Work task | Could you copy every record exactly, leaving the pictures behind?

The data |
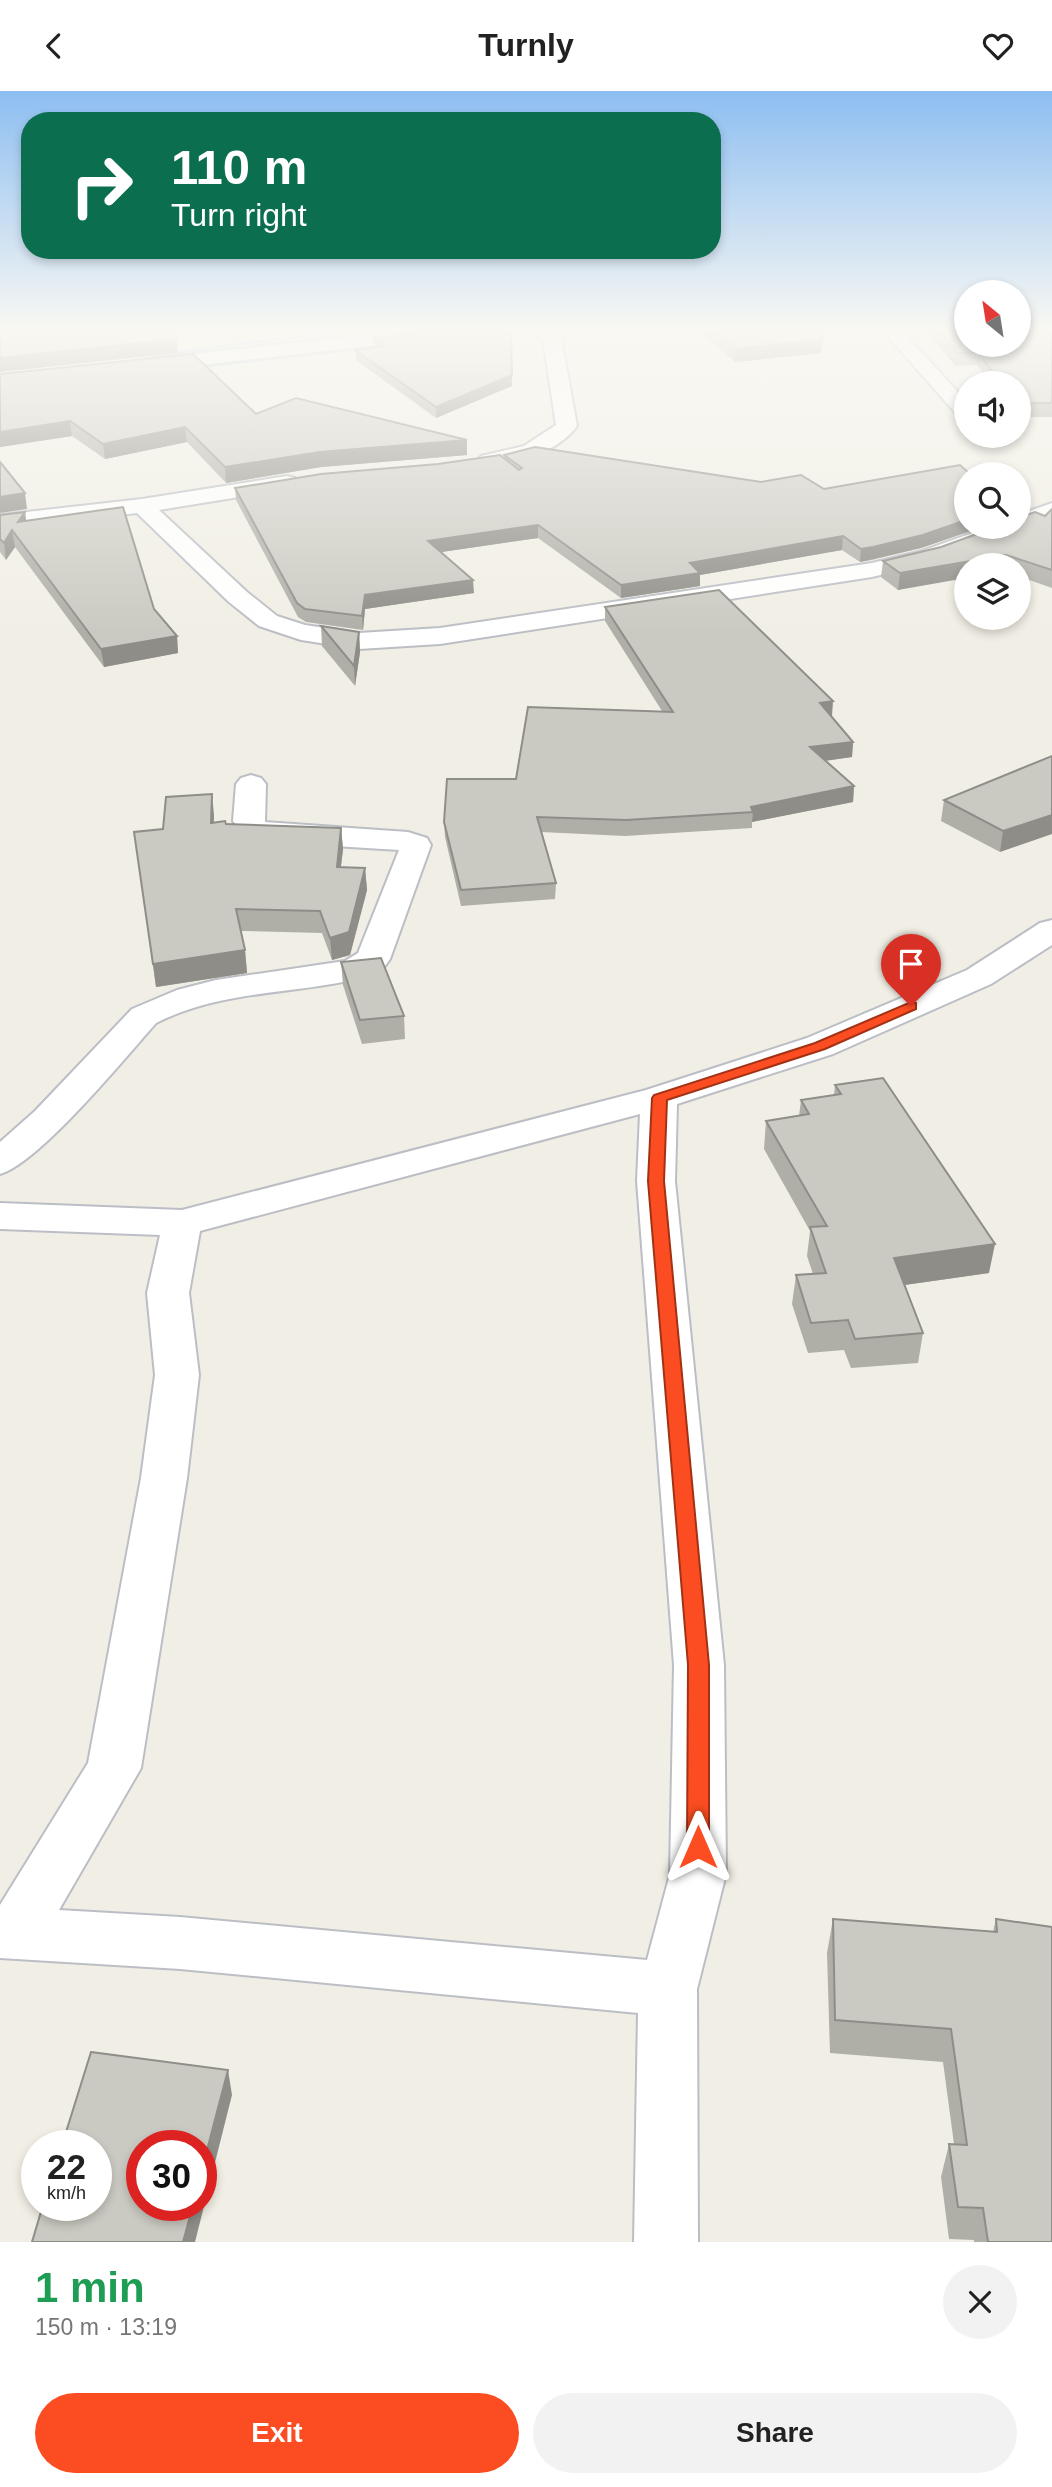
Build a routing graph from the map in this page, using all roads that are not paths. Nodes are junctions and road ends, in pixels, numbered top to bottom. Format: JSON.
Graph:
{"nodes":[{"id":1,"x":559,"y":432,"type":"edge"},
{"id":2,"x":464,"y":464,"type":"edge"},
{"id":3,"x":307,"y":479,"type":"edge"},
{"id":4,"x":142,"y":506,"type":"junction"},
{"id":5,"x":1052,"y":510,"type":"edge"},
{"id":6,"x":1031,"y":518,"type":"edge"},
{"id":7,"x":0,"y":522,"type":"edge"},
{"id":8,"x":977,"y":539,"type":"edge"},
{"id":9,"x":251,"y":784,"type":"dead end"},
{"id":10,"x":1052,"y":930,"type":"edge"},
{"id":11,"x":659,"y":1098,"type":"junction"},
{"id":12,"x":0,"y":1162,"type":"edge"},
{"id":13,"x":0,"y":1216,"type":"edge"},
{"id":14,"x":182,"y":1223,"type":"junction"},
{"id":15,"x":7,"y":1932,"type":"edge"},
{"id":16,"x":668,"y":1989,"type":"junction"},
{"id":17,"x":666,"y":2242,"type":"edge"}],
"edges":[{"from":1,"to":2,"type":"street"},
{"from":3,"to":4,"type":"street"},
{"from":4,"to":7,"type":"street"},
{"from":4,"to":8,"type":"street"},
{"from":5,"to":6,"type":"street"},
{"from":9,"to":12,"type":"street"},
{"from":10,"to":11,"type":"street"},
{"from":11,"to":14,"type":"street"},
{"from":11,"to":16,"type":"street"},
{"from":13,"to":14,"type":"street"},
{"from":14,"to":15,"type":"street"},
{"from":15,"to":16,"type":"street"},
{"from":16,"to":17,"type":"street"}]}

Written answer |
Build a routing graph from the map in this page, using all roads that are not paths. Nodes are junctions and road ends, in pixels, numbered top to bottom. Format: JSON.
Graph:
{"nodes":[{"id":1,"x":559,"y":432,"type":"edge"},
{"id":2,"x":464,"y":464,"type":"edge"},
{"id":3,"x":307,"y":479,"type":"edge"},
{"id":4,"x":142,"y":506,"type":"junction"},
{"id":5,"x":1052,"y":510,"type":"edge"},
{"id":6,"x":1031,"y":518,"type":"edge"},
{"id":7,"x":0,"y":522,"type":"edge"},
{"id":8,"x":977,"y":539,"type":"edge"},
{"id":9,"x":251,"y":784,"type":"dead end"},
{"id":10,"x":1052,"y":930,"type":"edge"},
{"id":11,"x":659,"y":1098,"type":"junction"},
{"id":12,"x":0,"y":1162,"type":"edge"},
{"id":13,"x":0,"y":1216,"type":"edge"},
{"id":14,"x":182,"y":1223,"type":"junction"},
{"id":15,"x":7,"y":1932,"type":"edge"},
{"id":16,"x":668,"y":1989,"type":"junction"},
{"id":17,"x":666,"y":2242,"type":"edge"}],
"edges":[{"from":1,"to":2,"type":"street"},
{"from":3,"to":4,"type":"street"},
{"from":4,"to":7,"type":"street"},
{"from":4,"to":8,"type":"street"},
{"from":5,"to":6,"type":"street"},
{"from":9,"to":12,"type":"street"},
{"from":10,"to":11,"type":"street"},
{"from":11,"to":14,"type":"street"},
{"from":11,"to":16,"type":"street"},
{"from":13,"to":14,"type":"street"},
{"from":14,"to":15,"type":"street"},
{"from":15,"to":16,"type":"street"},
{"from":16,"to":17,"type":"street"}]}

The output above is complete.